[YOUR TASK]
Using the listing below, report all lines holding the word "豐原大道八段".

BEGIN THE DATA

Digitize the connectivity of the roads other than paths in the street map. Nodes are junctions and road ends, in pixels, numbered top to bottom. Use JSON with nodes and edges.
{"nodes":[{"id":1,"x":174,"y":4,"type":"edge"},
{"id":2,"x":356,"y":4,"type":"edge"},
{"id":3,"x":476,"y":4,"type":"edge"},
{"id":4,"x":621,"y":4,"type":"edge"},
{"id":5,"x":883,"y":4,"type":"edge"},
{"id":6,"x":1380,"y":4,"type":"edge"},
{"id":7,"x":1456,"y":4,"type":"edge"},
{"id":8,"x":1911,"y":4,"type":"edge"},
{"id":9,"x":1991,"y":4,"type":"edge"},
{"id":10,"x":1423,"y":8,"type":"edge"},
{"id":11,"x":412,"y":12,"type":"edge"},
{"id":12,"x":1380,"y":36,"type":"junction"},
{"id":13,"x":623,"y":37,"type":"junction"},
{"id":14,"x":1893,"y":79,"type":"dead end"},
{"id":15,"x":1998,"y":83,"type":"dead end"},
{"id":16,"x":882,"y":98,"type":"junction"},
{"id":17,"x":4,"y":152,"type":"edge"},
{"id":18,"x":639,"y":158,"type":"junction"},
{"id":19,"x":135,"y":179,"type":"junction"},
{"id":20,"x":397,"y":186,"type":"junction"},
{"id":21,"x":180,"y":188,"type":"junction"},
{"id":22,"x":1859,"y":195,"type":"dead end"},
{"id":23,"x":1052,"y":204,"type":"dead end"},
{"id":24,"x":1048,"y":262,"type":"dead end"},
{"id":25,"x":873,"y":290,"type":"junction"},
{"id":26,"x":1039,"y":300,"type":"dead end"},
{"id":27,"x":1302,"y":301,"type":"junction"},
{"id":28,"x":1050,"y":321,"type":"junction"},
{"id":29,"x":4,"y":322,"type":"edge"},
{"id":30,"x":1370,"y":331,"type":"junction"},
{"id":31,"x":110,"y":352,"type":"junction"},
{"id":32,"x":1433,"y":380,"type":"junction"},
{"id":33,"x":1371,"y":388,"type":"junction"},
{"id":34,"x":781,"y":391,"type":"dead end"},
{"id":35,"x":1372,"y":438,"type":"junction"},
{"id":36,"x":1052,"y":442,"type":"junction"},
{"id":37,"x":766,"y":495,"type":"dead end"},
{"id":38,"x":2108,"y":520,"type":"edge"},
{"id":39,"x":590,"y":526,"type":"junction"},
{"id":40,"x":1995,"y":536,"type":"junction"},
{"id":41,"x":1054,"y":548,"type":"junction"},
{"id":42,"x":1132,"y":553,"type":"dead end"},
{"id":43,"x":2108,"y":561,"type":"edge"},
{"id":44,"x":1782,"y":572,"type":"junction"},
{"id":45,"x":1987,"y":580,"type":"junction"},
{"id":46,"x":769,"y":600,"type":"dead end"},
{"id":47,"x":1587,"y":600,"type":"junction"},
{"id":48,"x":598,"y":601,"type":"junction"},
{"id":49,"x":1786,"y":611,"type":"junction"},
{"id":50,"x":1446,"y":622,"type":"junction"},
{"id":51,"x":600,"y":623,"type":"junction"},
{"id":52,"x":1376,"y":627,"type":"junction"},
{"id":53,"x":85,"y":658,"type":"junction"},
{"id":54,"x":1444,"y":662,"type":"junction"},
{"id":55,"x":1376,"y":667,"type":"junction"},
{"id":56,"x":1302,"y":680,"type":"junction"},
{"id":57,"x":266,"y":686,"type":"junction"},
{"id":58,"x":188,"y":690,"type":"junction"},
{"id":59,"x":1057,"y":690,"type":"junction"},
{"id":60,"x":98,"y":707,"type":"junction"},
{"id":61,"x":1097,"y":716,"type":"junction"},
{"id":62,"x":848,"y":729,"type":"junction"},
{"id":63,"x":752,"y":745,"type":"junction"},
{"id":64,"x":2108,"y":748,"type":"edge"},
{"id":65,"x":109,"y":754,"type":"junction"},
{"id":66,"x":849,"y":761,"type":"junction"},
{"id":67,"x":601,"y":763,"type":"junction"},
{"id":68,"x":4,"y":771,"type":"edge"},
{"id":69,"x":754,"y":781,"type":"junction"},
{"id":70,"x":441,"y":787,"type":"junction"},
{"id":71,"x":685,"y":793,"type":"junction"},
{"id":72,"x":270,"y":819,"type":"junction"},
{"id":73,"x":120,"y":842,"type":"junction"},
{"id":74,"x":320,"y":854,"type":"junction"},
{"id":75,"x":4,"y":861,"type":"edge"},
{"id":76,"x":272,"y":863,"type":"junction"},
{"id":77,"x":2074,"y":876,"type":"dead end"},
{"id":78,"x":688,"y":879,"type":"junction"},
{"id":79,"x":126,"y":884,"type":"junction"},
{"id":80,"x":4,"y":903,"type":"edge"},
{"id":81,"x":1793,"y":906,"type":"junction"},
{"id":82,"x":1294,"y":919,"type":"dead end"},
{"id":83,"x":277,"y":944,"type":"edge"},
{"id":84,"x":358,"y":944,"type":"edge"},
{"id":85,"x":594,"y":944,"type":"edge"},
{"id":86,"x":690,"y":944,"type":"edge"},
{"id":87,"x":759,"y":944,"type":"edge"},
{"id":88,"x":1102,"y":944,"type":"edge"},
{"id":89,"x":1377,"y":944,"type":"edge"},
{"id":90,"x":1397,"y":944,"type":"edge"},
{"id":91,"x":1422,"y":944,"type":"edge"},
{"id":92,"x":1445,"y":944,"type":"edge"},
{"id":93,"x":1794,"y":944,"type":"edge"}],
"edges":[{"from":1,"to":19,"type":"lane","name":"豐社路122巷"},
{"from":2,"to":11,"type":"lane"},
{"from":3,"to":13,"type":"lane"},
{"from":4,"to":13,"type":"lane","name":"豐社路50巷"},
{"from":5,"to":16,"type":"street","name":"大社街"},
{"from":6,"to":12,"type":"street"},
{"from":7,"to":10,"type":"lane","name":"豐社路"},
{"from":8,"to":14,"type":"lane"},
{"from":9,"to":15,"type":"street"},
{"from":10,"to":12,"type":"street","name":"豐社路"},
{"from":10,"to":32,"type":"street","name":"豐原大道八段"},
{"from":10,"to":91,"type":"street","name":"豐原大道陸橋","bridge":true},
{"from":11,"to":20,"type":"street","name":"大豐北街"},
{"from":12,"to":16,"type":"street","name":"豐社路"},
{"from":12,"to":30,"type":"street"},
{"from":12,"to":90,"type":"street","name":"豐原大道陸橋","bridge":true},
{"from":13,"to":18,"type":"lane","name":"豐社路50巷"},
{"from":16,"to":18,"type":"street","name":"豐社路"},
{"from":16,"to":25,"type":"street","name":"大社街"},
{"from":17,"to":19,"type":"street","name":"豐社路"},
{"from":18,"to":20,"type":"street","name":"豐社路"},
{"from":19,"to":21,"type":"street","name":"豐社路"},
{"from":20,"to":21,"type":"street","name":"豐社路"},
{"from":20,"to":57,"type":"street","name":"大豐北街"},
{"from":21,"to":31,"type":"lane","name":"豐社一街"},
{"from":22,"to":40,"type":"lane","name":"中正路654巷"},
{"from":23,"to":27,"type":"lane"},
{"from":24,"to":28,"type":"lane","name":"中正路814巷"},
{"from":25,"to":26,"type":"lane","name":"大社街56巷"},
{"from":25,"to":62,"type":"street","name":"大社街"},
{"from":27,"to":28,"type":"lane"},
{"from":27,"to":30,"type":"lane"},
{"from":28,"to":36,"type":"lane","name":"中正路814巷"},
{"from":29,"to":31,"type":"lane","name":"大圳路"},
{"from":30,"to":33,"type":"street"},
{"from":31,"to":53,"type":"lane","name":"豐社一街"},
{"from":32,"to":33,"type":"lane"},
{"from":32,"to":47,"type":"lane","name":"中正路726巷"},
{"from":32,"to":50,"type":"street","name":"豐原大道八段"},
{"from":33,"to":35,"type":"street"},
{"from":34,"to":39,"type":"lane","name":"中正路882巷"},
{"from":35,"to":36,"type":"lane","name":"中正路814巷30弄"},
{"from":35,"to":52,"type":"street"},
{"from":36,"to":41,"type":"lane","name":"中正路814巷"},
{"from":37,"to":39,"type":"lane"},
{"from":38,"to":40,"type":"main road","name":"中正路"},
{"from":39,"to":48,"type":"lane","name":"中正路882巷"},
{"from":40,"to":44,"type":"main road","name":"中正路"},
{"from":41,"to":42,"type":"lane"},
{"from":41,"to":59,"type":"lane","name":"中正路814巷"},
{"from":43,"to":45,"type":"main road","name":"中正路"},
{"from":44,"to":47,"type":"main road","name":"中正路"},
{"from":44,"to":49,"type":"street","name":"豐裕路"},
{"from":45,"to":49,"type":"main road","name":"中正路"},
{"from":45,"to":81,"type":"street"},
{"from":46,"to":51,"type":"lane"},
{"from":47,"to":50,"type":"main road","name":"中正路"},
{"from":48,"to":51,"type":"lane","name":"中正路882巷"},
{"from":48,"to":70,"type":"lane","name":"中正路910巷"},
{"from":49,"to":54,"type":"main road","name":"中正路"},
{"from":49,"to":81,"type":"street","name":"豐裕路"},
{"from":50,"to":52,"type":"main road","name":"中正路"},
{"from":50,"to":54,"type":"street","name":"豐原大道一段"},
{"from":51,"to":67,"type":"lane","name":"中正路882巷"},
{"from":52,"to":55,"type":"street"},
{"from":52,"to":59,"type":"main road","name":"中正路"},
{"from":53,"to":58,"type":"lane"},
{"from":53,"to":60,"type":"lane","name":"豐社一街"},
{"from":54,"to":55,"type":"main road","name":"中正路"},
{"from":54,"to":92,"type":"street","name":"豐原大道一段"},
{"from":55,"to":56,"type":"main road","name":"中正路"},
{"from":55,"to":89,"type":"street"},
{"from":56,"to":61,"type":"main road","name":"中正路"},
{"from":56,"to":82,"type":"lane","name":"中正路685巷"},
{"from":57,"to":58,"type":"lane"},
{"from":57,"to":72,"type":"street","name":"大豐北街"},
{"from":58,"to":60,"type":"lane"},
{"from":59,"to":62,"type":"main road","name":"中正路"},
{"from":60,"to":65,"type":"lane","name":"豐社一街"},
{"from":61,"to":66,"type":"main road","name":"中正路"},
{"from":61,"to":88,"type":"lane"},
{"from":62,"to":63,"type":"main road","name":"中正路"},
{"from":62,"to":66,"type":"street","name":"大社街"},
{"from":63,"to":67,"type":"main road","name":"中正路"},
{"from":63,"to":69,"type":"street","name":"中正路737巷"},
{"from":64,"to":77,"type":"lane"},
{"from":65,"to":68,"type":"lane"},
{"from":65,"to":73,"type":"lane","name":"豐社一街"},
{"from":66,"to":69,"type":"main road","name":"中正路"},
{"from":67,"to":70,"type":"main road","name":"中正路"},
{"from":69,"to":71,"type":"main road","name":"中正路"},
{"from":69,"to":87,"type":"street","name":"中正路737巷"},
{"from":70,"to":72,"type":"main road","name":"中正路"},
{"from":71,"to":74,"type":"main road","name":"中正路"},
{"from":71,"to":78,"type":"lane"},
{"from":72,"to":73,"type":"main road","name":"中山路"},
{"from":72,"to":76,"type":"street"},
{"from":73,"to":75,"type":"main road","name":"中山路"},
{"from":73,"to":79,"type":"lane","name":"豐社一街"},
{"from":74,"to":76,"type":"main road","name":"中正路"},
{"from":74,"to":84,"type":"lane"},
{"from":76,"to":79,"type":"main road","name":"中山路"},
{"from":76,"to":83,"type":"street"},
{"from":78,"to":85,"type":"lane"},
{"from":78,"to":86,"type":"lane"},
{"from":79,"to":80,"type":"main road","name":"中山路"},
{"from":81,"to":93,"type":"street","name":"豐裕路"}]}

END THE DATA

[EXERCISE ANSWER]
{"from":10,"to":32,"type":"street","name":"豐原大道八段"},
{"from":32,"to":50,"type":"street","name":"豐原大道八段"},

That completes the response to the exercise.